**What is expected**
Exact wording is required: give all the records again, minus the pictures.

------ Dataset content ------

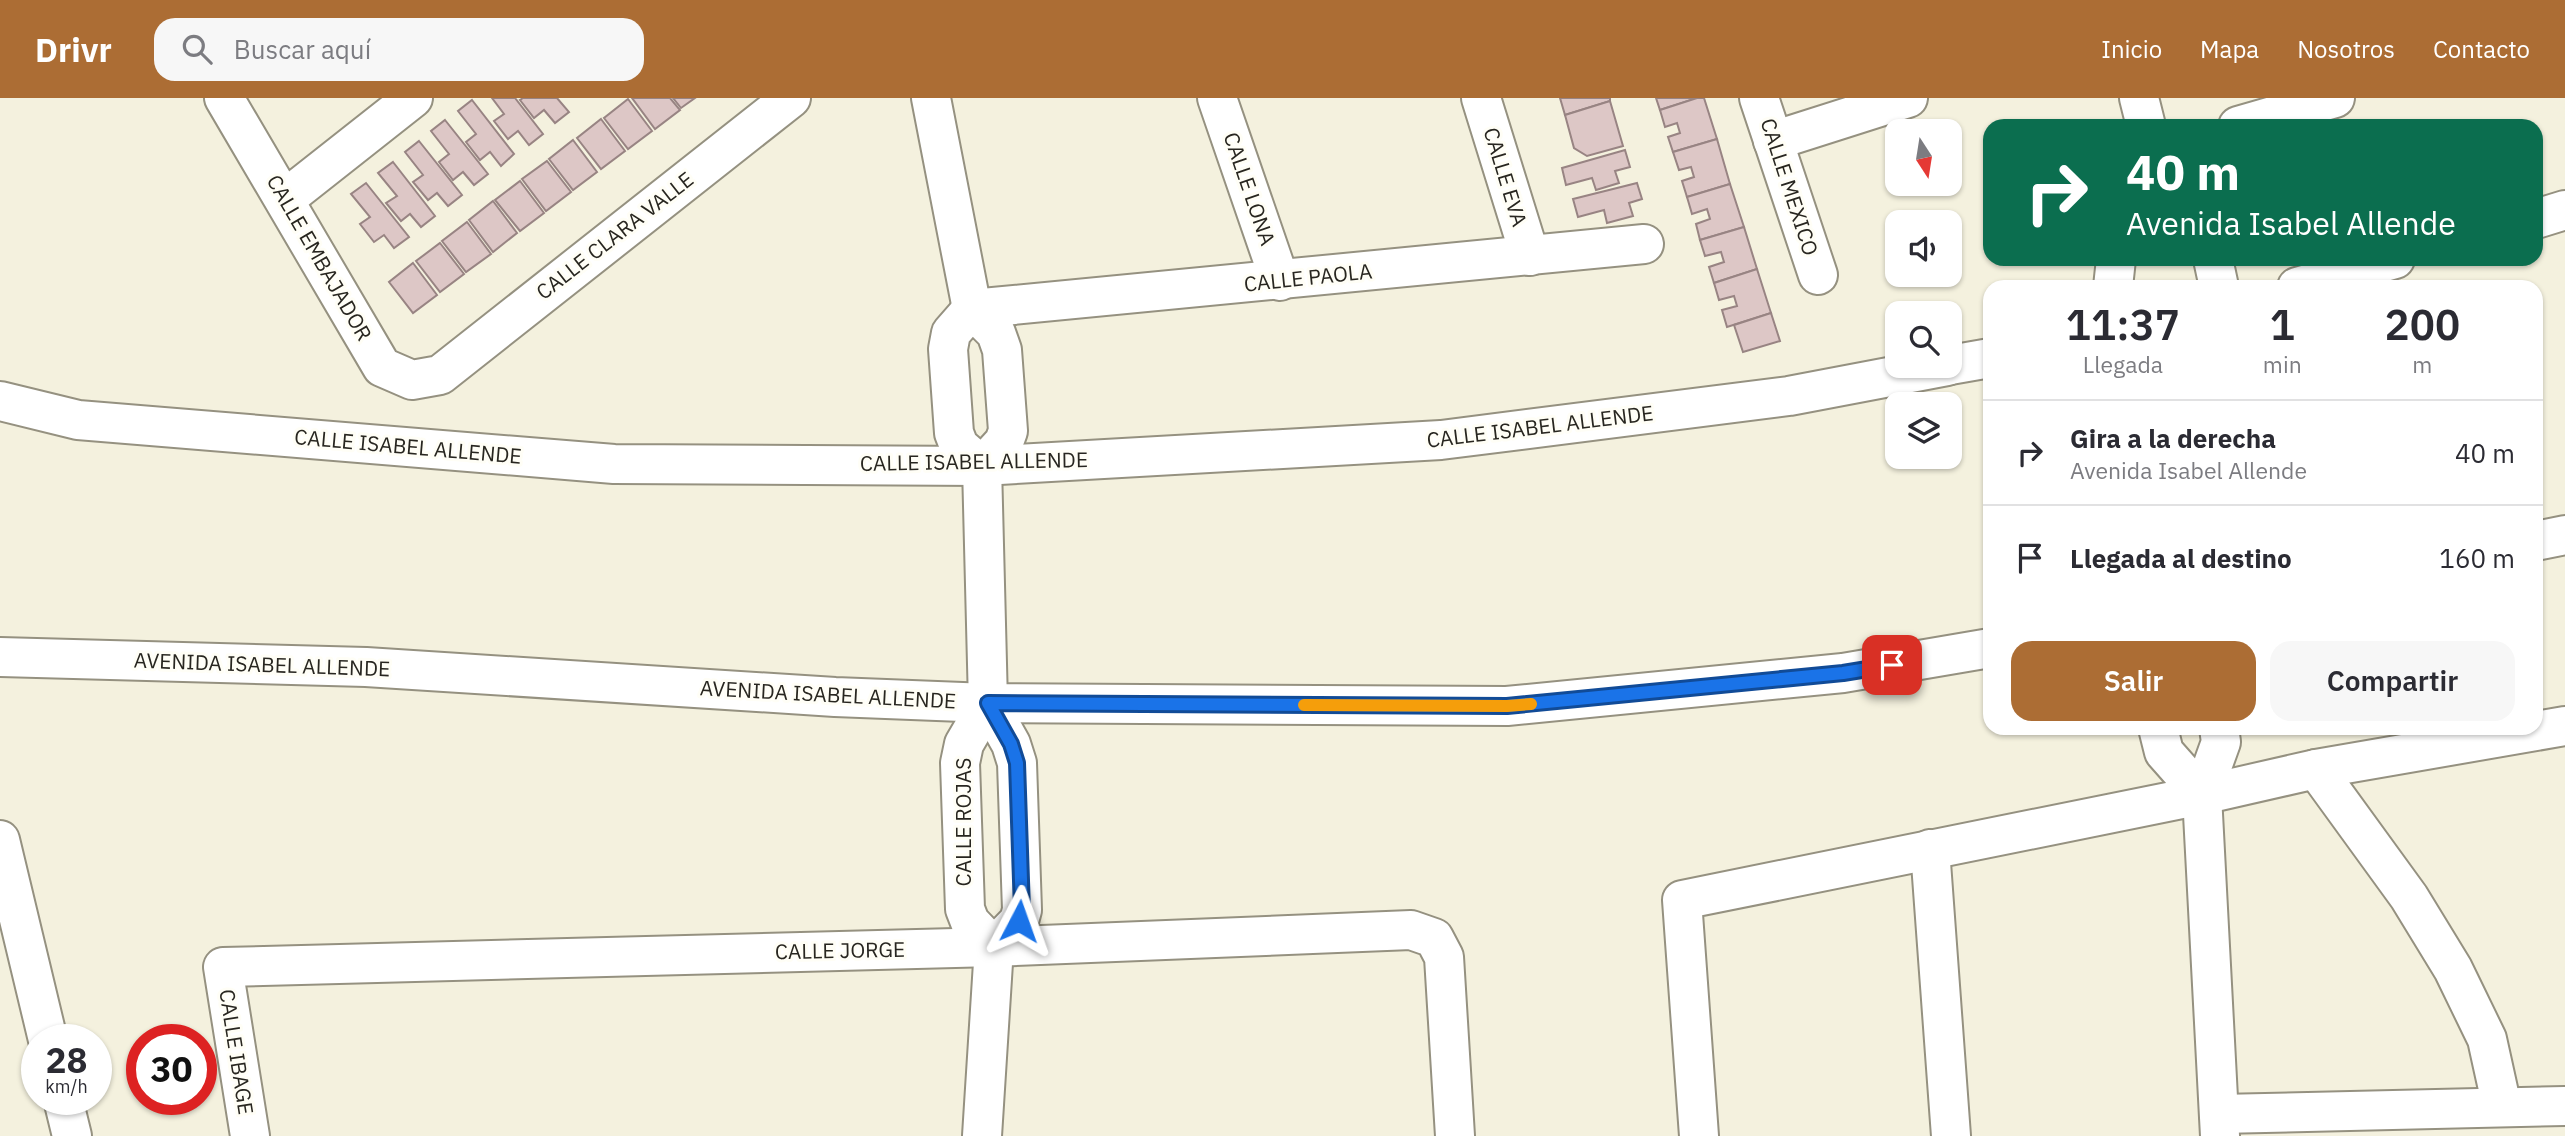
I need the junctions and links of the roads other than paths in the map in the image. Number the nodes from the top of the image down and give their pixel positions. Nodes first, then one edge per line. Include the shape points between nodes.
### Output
1 (224, 98) edge
2 (414, 98) edge
3 (791, 98) edge
4 (931, 98) edge
5 (1217, 98) edge
6 (1481, 98) edge
7 (1759, 98) edge
8 (1908, 98) edge
9 (2139, 98) edge
10 (2335, 98) edge
11 (2144, 119) edge
12 (2262, 119) edge
13 (1773, 141) junction
14 (285, 199) junction
15 (2565, 210) edge
16 (2543, 217) edge
17 (1644, 244) dead end
18 (1530, 256) junction
19 (2370, 266) edge
20 (1818, 275) dead end
21 (2322, 280) edge
22 (1280, 281) junction
23 (972, 309) junction
24 (1983, 359) edge
25 (1962, 363) edge
26 (440, 375) joint
27 (1885, 377) edge
28 (0, 401) edge
29 (982, 466) junction
30 (2565, 535) edge
31 (2543, 540) edge
32 (1983, 649) edge
33 (0, 657) edge
34 (988, 703) junction
35 (2565, 726) edge
36 (2543, 730) edge
37 (2160, 735) edge
38 (2220, 735) edge
39 (2513, 735) edge
40 (2316, 769) junction
41 (2202, 795) junction
42 (963, 834) junction
43 (1019, 835) junction
44 (0, 840) edge
45 (1930, 849) junction
46 (994, 947) junction
47 (223, 967) joint
48 (44, 1024) edge
49 (2565, 1106) edge
50 (2502, 1107) junction
51 (67, 1115) edge
52 (2219, 1125) edge
53 (72, 1136) edge
54 (250, 1136) edge
55 (982, 1136) edge
56 (1455, 1136) edge
57 (1699, 1136) edge
58 (1951, 1136) edge

1 - 14 street, CALLE EMBAJADOR
2 - 14 street
3 - 26 street, CALLE CLARA VALLE
4 - 23 street
5 - 22 street, CALLE LONA
6 - 18 street, CALLE EVA
7 - 13 street, CALLE MEXICO
8 - 13 street
9 - 11 street
10 - 12 street
13 - 20 street, CALLE MEXICO
14 - 26 street, CALLE EMBAJADOR via 382,367 412,380
15 - 16 street
17 - 18 street, CALLE PAOLA
18 - 22 street, CALLE PAOLA
19 - 21 street
22 - 23 street, CALLE PAOLA
23 - 29 street via 951,333 948,349 954,433 959,446
23 - 29 street via 996,333 1002,350 1008,431
24 - 25 street, CALLE ISABEL ALLENDE
27 - 29 street, CALLE ISABEL ALLENDE via 1789,396 1441,440
28 - 29 street, CALLE ISABEL ALLENDE via 78,421 614,464
29 - 34 street
30 - 31 street
32 - 34 street, AVENIDA ISABEL ALLENDE via 1843,673 1507,706
33 - 34 street, AVENIDA ISABEL ALLENDE via 366,667
34 - 42 street, CALLE ROJAS via 964,744 960,763
34 - 43 street via 1017,763
35 - 36 street
37 - 41 street via 2164,752
38 - 41 street
39 - 40 street
40 - 41 street
40 - 50 street via 2409,897 2453,969 2487,1039
41 - 45 street
41 - 52 street
42 - 43 street
42 - 46 street, CALLE ROJAS via 965,909 970,922
43 - 46 street via 1022,910 1019,921
44 - 48 street
45 - 57 street via 1682,900
45 - 58 street
46 - 47 street, CALLE JORGE
46 - 55 street
46 - 56 street, CALLE JORGE via 1411,930 1434,937 1444,957
47 - 54 street, CALLE IBAGE
49 - 50 street
50 - 52 street
51 - 53 street

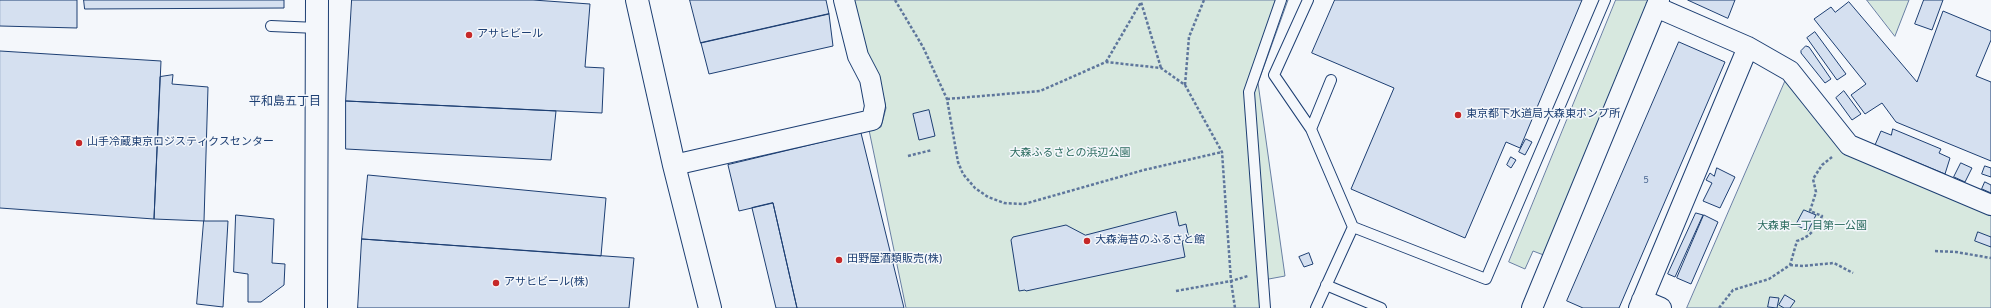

------

**Solution to this exercise**
I need the junctions and links of the roads other than paths in the map in the image. Number the nodes from the top of the image down and give their pixel positions. Nodes first, then one edge per line. Include the shape points between nodes.
### Output
1 (224, 98) edge
2 (414, 98) edge
3 (791, 98) edge
4 (931, 98) edge
5 (1217, 98) edge
6 (1481, 98) edge
7 (1759, 98) edge
8 (1908, 98) edge
9 (2139, 98) edge
10 (2335, 98) edge
11 (2144, 119) edge
12 (2262, 119) edge
13 (1773, 141) junction
14 (285, 199) junction
15 (2565, 210) edge
16 (2543, 217) edge
17 (1644, 244) dead end
18 (1530, 256) junction
19 (2370, 266) edge
20 (1818, 275) dead end
21 (2322, 280) edge
22 (1280, 281) junction
23 (972, 309) junction
24 (1983, 359) edge
25 (1962, 363) edge
26 (440, 375) joint
27 (1885, 377) edge
28 (0, 401) edge
29 (982, 466) junction
30 (2565, 535) edge
31 (2543, 540) edge
32 (1983, 649) edge
33 (0, 657) edge
34 (988, 703) junction
35 (2565, 726) edge
36 (2543, 730) edge
37 (2160, 735) edge
38 (2220, 735) edge
39 (2513, 735) edge
40 (2316, 769) junction
41 (2202, 795) junction
42 (963, 834) junction
43 (1019, 835) junction
44 (0, 840) edge
45 (1930, 849) junction
46 (994, 947) junction
47 (223, 967) joint
48 (44, 1024) edge
49 (2565, 1106) edge
50 (2502, 1107) junction
51 (67, 1115) edge
52 (2219, 1125) edge
53 (72, 1136) edge
54 (250, 1136) edge
55 (982, 1136) edge
56 (1455, 1136) edge
57 (1699, 1136) edge
58 (1951, 1136) edge

1 - 14 street, CALLE EMBAJADOR
2 - 14 street
3 - 26 street, CALLE CLARA VALLE
4 - 23 street
5 - 22 street, CALLE LONA
6 - 18 street, CALLE EVA
7 - 13 street, CALLE MEXICO
8 - 13 street
9 - 11 street
10 - 12 street
13 - 20 street, CALLE MEXICO
14 - 26 street, CALLE EMBAJADOR via 382,367 412,380
15 - 16 street
17 - 18 street, CALLE PAOLA
18 - 22 street, CALLE PAOLA
19 - 21 street
22 - 23 street, CALLE PAOLA
23 - 29 street via 951,333 948,349 954,433 959,446
23 - 29 street via 996,333 1002,350 1008,431
24 - 25 street, CALLE ISABEL ALLENDE
27 - 29 street, CALLE ISABEL ALLENDE via 1789,396 1441,440
28 - 29 street, CALLE ISABEL ALLENDE via 78,421 614,464
29 - 34 street
30 - 31 street
32 - 34 street, AVENIDA ISABEL ALLENDE via 1843,673 1507,706
33 - 34 street, AVENIDA ISABEL ALLENDE via 366,667
34 - 42 street, CALLE ROJAS via 964,744 960,763
34 - 43 street via 1017,763
35 - 36 street
37 - 41 street via 2164,752
38 - 41 street
39 - 40 street
40 - 41 street
40 - 50 street via 2409,897 2453,969 2487,1039
41 - 45 street
41 - 52 street
42 - 43 street
42 - 46 street, CALLE ROJAS via 965,909 970,922
43 - 46 street via 1022,910 1019,921
44 - 48 street
45 - 57 street via 1682,900
45 - 58 street
46 - 47 street, CALLE JORGE
46 - 55 street
46 - 56 street, CALLE JORGE via 1411,930 1434,937 1444,957
47 - 54 street, CALLE IBAGE
49 - 50 street
50 - 52 street
51 - 53 street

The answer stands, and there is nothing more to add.